The discrepancies between the boundaries of the national parks on the one side, and the international boundaries and boundaries seen in the image data on the other are due to in-accuracies in the data.

 

Land cover map

 

To have an idea about the land cover in the area that you have looked at, you are going to use the africover database, also available in the NileBasin database. If you looked at the same area as in the example you need to add africover for the D.R. Congo, if you looked at other areas, you might need to add africover for either the D.R. Congo or Uganda, or both.

 

You find the Africover for each country in the Nile Basin under the sub-directory data\NileBasin\Spatial\Africover. You need to add the aggregated data for forests (e.g. drc-woody-agg) and agriculture (e.g. drc-cult-agg).

 

For the africover themes Use the Legend Editor and set the Legend Type to Unique Value, select a Values Field for the legend and then select a Color Scheme. Remember to click Apply to force the changes to take place.

 

 
Use the Identify Tool,
to get query the africover database for what the landcover is over the area you have just studied in the time series of satellite images. Detailed descriptions of the Africover data are available as pdf files in each country directory.
 
 

The Africover thematic land cover map is made from Landsat (E)TM data from around year 2000. The TERRA satellite, carrying the ASTER sensor, was launched in December 1999. If you zoom in to a larger scale (1:50000 – 1:100000) you will see how much more detailed the ASTER image is. In the image below it is obvious that land cover in large part of the area differs from the category given in the africover data set.

 

 

If the changes in vegetation and land cover around Mountain Rwenzori have affected the glaciers or not, we can not yet tell. If they have had an influence it is most likely accelerating the decrease. To quantify the influence of the changes, a model of the water cycle of the Rwenzori Mountains would have been needed. Satellite images have many applications in hydrological modeling, including for estimating soil moisture, and both precipitation and evapotranspritation. But that will have to be another exercise.

 

References

Agrawala, S., A. Moechner, A. Hemp, M Aalst, S. Hitz, H. Meena, S Mwakfwamba, T. Hyera and O. Mwaipopo, 2003. Development and climate change in Tanzania: Focus on Mount Kilimanjaro.Organisation for Economic Co-operation and Development (OECD), Paris, 72 pp.

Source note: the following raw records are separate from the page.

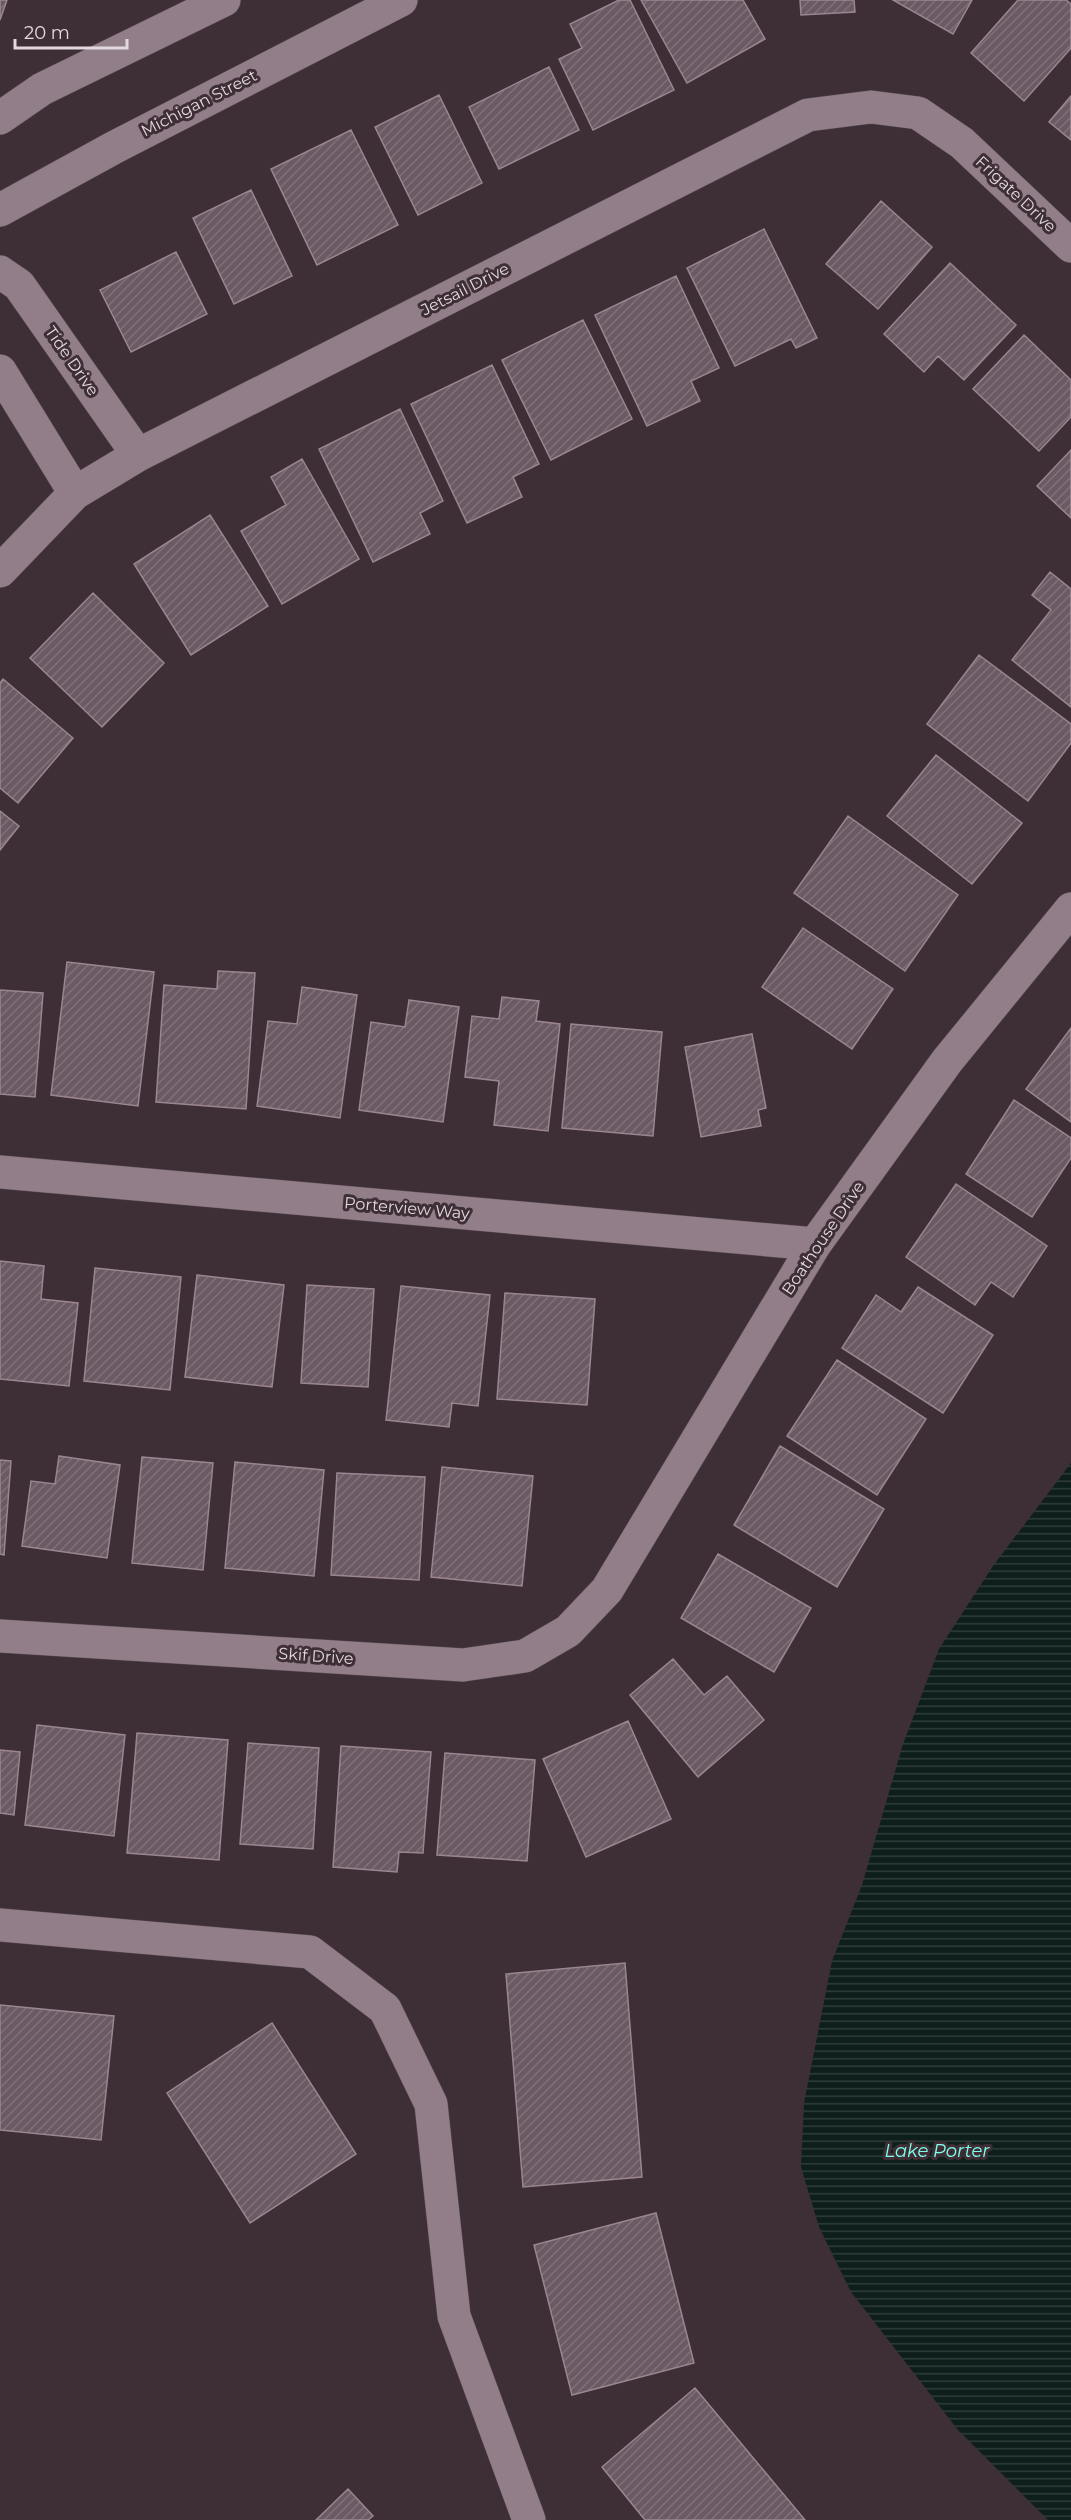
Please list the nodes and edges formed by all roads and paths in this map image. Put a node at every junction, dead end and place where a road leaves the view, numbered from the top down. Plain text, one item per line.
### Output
1 (224, 0) edge
2 (401, 0) edge
3 (0, 118) edge
4 (962, 143) joint
5 (0, 210) edge
6 (1071, 246) edge
7 (0, 272) edge
8 (0, 371) edge
9 (138, 455) junction
10 (75, 493) junction
11 (0, 572) edge
12 (1071, 909) edge
13 (0, 1172) edge
14 (815, 1244) junction
15 (607, 1590) joint
16 (0, 1636) edge
17 (0, 1925) edge
18 (529, 2520) edge

1 - 3 street
2 - 5 street, Michigan Street
4 - 6 street, Frigate Drive
4 - 9 street, Jetsail Drive
7 - 9 street, Tide Drive
8 - 10 street
9 - 10 street, Jetsail Drive
10 - 11 street, Jetsail Drive
12 - 14 street, Boathouse Drive
13 - 14 street, Porterview Way
14 - 15 street, Boathouse Drive
15 - 16 street, Skif Drive
17 - 18 street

De Filippi, F. (Ed), 1909. Der Ruwenzori. Erforschung und erste Ersteigung seiner hoechsten Gipfel. Von L.A. v. Savoyen, Herzog der Abruzzen, F.A. Brockhaus.

Mölg, T., C. Georges and G. Kaser, 2003. The contribution of increased incoming shortwave radiation to the retreat of the Rwenzori glaciers, East Africa,

during the 20th century. International Journal of Climatology 23: 291-303.  

Taylor, R., L. Mileham, C. Tindimugaya, A. Majugu, A, Muwanga and B. Nakileza, 2006. Recent glacial recession in the Rwenzori Mountains of East Africa

due to rising air temperature. Geophysical Research Letters, 33:, L10402, doi: 10.1029/2006GL025962.